Calciomercato Milan. Prima le cessioni, poi il grande colpo: la strategia per Donnarumma e il sogno James Rodriguez

di @dariodangelo91 22.06.2017 13:32 CEST
Nikola Kalinic, attaccante della Fiorentina
Nikola Kalinic, attaccante della Fiorentina Reuters

Tra maggio e giugno il mercato del Milan è stato travolgente. Il duo Fassone-Mirabelli ha chiuso in pochi giorni per Musacchio, Ricardo Rodriguez, Kessié e André Silva. Colpi di livello, che hanno assicurato a Montella un aumento del tasso tecnico non indifferente rispetto alla scorsa stagione. Ad una decina di giorni dall'inizio del ritiro, però, la parola d'ordine pronunciata a Casa Milan è "pazienza". Il mercato impone certe regole. Non sempre si possono sfoggiare i muscoli, bisogna saper giocare d'attesa, certi che la controparte prima o poi cederà alla tua proposta.

DONNARUMMA. Il fronte più caldo è ovviamente quello di Gigio Donnarumma. Il fatto che l'agente di Mattia Perin abbia stoppato la trattativa con il Milan è la conferma che qualcosa si muove verso il rinnovo. Ieri si è mosso Vincenzo Montella in persona, protagonista di un incontro con Alfonso Donnarumma, papà di Gigio, che ha potuto constatare con mano quanto l'ambiente rossonero tenga a Gigio. Chance di trovare un'intesa in forte aumento.

CONTI. Che la volontà di Andrea Conti sia quella di approdare al Milan è ormai risaputo. Dai 28-30 milioni richiesti dall'Atalanta, si è giunti nell'ultimo incontro con FassonePercassi ai 23 offerti del Milan. La sensazione è che, forti del gradimento del giocatore, gli uomini-mercato rossoneri possano anche pazientare alla ricerca di uno sconto. Il muro contro muro non favorisce nessuno: soprattutto un'Atalanta che pare ormai essersi rassegnata all'idea di perdere Conti.

BIGLIA. La situazione del centrocampista argentino è simile a quella di Conti ma complicata dal fatto che il presidente della Lazio, Claudio Lotito, è uno abituato ai bracci di ferro. La valutazione che il numero 1 biancoceleste fa del regista è molto più alta rispetto a quella fatta dal Milan, che per un 31enne non vuole spendere più di 15 milioni e qualche bonus. Anche in questo caso Mirabelli e Fassone sono d'accordo sul fatto di far cuocere Lotito a fuoco lento: Biglia mentalmente si sente rossonero e sul finire del mercato le pretese laziali potrebbero abbassarsi drasticamente.
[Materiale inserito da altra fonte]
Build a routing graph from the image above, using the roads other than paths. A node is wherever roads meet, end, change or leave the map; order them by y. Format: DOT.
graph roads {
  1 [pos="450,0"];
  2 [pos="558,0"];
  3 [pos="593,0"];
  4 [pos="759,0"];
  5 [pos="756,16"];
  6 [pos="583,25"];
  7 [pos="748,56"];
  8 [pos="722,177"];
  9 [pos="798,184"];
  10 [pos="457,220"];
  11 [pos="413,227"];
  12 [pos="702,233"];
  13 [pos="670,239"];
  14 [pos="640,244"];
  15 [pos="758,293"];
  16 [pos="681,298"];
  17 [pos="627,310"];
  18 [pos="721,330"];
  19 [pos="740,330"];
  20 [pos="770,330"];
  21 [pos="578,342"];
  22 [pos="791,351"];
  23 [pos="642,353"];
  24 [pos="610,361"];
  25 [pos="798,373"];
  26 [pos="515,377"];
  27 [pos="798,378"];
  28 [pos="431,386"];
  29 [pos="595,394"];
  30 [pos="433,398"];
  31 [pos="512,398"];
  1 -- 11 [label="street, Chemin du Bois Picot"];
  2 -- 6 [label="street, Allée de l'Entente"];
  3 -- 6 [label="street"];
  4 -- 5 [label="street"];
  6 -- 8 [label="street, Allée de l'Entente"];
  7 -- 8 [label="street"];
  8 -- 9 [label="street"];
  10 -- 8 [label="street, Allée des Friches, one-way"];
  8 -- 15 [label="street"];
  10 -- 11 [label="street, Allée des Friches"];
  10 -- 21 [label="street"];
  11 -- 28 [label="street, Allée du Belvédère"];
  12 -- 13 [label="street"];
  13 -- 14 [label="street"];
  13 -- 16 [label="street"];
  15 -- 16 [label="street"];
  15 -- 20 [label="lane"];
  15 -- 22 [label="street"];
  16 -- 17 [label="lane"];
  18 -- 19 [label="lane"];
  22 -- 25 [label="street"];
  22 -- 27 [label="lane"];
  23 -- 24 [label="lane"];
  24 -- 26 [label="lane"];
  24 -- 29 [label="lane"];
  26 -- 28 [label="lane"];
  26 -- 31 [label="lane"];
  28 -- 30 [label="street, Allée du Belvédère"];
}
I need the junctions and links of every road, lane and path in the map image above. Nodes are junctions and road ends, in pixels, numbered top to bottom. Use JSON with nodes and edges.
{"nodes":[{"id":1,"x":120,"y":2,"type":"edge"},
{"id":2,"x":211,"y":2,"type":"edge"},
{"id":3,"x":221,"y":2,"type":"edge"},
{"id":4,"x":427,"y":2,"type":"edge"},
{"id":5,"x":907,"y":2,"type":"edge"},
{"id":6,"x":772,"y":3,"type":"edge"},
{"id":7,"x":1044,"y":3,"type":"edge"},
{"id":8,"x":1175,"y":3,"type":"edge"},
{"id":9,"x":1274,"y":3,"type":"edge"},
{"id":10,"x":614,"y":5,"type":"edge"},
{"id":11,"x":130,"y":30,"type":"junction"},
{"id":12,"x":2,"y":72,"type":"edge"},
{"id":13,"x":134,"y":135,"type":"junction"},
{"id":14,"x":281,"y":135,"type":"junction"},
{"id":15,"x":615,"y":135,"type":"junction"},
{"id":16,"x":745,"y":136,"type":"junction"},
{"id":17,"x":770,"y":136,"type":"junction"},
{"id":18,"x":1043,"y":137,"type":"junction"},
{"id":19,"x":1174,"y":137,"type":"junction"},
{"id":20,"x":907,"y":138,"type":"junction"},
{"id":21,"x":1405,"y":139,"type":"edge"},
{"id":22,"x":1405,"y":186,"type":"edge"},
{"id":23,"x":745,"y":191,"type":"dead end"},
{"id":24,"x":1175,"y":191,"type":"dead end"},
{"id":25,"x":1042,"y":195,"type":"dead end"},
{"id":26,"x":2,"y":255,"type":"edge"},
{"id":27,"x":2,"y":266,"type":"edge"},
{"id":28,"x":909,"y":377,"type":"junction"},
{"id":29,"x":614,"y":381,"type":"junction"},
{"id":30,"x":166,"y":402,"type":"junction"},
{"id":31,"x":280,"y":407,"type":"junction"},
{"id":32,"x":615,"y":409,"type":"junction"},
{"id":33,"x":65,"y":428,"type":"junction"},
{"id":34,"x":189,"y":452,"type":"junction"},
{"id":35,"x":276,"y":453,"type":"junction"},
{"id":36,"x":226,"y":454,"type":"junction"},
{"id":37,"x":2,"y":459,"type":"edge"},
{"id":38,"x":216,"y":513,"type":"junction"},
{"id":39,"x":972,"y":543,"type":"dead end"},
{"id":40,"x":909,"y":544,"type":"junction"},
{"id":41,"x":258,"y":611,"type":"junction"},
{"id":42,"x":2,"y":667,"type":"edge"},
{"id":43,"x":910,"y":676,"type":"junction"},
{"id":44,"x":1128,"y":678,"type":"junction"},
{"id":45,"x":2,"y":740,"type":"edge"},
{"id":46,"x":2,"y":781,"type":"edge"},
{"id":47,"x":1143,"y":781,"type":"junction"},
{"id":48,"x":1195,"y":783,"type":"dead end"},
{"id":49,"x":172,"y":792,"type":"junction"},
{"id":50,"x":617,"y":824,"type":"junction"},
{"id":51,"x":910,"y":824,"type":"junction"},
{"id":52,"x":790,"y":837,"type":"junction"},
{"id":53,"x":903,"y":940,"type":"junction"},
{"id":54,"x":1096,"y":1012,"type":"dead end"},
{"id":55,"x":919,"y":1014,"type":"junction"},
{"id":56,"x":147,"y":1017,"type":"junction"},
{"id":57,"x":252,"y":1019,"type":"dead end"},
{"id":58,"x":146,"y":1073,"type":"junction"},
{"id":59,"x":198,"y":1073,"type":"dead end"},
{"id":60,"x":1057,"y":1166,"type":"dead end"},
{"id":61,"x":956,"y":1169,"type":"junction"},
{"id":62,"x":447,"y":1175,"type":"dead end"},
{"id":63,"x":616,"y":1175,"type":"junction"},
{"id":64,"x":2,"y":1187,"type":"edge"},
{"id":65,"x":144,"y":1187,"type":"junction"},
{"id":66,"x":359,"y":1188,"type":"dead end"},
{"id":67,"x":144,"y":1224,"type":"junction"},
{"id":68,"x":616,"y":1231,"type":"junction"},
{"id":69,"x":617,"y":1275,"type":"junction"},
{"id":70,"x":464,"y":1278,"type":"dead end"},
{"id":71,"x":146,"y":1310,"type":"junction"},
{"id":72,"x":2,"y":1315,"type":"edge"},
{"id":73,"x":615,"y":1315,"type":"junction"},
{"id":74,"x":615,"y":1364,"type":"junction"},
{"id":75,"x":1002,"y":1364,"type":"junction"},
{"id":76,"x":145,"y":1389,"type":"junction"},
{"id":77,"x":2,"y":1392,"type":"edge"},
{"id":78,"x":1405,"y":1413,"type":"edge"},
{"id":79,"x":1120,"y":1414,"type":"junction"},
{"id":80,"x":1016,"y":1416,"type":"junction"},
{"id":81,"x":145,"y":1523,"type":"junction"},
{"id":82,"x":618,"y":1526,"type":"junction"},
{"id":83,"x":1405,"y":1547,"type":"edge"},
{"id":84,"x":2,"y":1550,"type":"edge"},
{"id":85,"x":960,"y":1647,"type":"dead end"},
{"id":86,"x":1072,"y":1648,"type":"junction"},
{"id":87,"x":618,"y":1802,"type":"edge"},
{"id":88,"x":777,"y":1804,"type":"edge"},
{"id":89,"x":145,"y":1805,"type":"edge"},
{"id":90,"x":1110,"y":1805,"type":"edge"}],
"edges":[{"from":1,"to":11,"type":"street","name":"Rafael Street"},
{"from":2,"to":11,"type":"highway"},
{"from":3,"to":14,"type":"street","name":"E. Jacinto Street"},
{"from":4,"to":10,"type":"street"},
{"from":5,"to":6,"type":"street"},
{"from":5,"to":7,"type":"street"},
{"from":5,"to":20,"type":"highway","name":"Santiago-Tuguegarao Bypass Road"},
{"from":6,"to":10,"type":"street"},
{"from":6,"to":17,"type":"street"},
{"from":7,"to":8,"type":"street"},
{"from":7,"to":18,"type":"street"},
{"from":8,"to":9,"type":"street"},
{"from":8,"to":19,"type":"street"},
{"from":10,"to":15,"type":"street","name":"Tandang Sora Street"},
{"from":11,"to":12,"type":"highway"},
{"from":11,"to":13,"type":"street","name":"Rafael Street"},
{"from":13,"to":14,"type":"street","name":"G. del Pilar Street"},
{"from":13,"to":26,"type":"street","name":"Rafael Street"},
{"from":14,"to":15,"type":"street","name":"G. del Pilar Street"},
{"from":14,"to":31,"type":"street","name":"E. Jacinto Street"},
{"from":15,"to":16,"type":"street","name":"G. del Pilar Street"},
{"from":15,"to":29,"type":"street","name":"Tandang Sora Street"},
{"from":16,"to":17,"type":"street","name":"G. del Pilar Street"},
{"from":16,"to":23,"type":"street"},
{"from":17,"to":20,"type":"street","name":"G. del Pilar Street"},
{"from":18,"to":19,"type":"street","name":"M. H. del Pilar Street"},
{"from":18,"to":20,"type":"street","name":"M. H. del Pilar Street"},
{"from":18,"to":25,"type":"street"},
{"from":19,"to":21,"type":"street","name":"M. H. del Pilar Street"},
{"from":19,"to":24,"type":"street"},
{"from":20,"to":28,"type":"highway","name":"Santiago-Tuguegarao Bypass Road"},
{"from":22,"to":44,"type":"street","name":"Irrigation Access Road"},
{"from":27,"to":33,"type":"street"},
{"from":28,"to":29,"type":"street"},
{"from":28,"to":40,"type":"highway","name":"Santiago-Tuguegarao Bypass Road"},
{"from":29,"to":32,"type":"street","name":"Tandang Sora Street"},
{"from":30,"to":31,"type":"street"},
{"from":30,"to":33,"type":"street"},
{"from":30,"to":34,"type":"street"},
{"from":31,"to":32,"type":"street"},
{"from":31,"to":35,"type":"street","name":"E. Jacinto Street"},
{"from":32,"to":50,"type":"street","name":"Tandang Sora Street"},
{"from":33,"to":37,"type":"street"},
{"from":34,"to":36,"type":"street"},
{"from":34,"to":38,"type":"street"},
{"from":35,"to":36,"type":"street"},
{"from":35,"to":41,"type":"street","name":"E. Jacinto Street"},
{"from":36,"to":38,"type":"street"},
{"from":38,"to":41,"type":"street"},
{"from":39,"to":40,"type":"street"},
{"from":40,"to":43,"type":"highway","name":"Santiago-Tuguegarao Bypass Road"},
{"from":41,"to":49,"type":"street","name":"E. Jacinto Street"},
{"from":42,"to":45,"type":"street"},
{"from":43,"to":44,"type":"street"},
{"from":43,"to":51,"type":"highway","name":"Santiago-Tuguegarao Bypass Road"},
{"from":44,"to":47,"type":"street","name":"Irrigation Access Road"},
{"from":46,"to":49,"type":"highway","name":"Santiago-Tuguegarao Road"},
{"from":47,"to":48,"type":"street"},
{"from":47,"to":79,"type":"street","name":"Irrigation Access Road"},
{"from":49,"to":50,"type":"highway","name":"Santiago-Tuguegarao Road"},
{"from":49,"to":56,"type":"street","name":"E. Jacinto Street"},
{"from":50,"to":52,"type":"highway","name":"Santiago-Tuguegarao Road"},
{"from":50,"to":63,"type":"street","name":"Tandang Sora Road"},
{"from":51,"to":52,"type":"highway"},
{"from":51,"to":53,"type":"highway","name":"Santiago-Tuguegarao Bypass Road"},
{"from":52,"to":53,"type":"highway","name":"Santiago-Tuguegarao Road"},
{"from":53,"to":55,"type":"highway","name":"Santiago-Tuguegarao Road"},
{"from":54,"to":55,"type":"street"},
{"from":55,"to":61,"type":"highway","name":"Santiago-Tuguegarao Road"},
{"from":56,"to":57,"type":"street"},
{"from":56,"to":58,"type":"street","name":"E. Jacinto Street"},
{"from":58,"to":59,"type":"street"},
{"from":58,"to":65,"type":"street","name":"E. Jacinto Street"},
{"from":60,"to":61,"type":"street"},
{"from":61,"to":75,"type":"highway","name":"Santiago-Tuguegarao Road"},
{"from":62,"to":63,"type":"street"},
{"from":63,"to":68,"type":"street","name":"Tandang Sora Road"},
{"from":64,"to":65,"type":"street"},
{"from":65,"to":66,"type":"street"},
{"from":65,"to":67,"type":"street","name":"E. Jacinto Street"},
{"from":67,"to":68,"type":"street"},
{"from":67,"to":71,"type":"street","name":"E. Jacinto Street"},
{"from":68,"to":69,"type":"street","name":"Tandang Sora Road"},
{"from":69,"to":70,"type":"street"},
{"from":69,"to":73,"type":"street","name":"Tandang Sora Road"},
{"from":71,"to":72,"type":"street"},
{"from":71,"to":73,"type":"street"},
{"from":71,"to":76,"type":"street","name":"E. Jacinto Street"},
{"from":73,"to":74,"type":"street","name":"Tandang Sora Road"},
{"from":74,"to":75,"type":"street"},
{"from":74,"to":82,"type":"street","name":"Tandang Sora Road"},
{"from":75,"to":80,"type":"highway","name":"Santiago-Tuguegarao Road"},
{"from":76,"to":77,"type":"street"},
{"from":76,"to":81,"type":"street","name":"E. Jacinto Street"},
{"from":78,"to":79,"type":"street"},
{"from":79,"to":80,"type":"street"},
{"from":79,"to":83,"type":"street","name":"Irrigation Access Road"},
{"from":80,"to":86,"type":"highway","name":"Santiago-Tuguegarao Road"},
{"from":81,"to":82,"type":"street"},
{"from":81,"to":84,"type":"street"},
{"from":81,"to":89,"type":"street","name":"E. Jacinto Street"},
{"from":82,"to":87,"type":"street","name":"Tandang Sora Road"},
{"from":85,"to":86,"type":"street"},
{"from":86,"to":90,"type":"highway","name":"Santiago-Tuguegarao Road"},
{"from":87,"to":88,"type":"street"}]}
KALINIC, BELOTTI E JAMES RODRIGUEZ. L'incontro con Pantaleo Corvino fissato per oggi è stato rinviato, ma Mirabelli ha telefonato all'agente di Kalinic per informarlo che l'interesse rossonero non si è affievolito. La sensazione è che il Milan resti comunque vigile anche su altri fronti: Belotti è il preferito, ma le richieste di Cairo - nonostante la volontà del giocatore - in questo momento fanno pensare che un matrimonio tra il Milan e il Gallo sia difficile. Diverso il discorso per James Rodriguez. Jorge Mendes ne ha parlato con Mirabelli e Fassone durante la trattativa per André Silva e il suo nome potrebbe tornare di moda ad agosto, magari in prestito. Anche in questo caso, pazienza.

CAPITOLO CESSIONI. Dove il Milan può agire con più velocità è in uscita. Dalle cessioni la società spera infatti di racimolare un tesoretto importante per tentare almeno un paio di colpi. Bacca è ufficialmente sul mercato, ma il Milan non prenderà in considerazione offerte inferiori ai 15 milioni e lui ha dichiarato di voler restare. Niang, che sembrava in uscita verso l'Everton, non si muoverà fino a quando il Milan non avrà acquistato un esterno destro d'attacco e in questo senso Deulofeu non è un nome tramontato del tutto. De Sciglio dopo la chiusura per Conti potrebbe approdare alla Juve per una cifra vicina ai 10/15 milioni, contribuendo così a formare un budget di circa 45 milioni da reinvestire sul mercato. Sempre in uscita c'è Poli, ormai ai saluti e in procinto di trasferirsi al Bologna. Zapata potrebbe interessare al Torino, che pare anche pensare a Paletta, ma l'ex Parma vista la scarsa fiducia concessagli in passato da Mihajlovic, in caso di partenza, potrebbe decidere di accasarsi a Genova o tornare a Bergamo. Attenzione anche alla sinergia con la Spal, che nelle ultime ore ha incontrato Mirabelli per chiedere informazioni su Gabriel, Ely, Vangioni e Locatelli.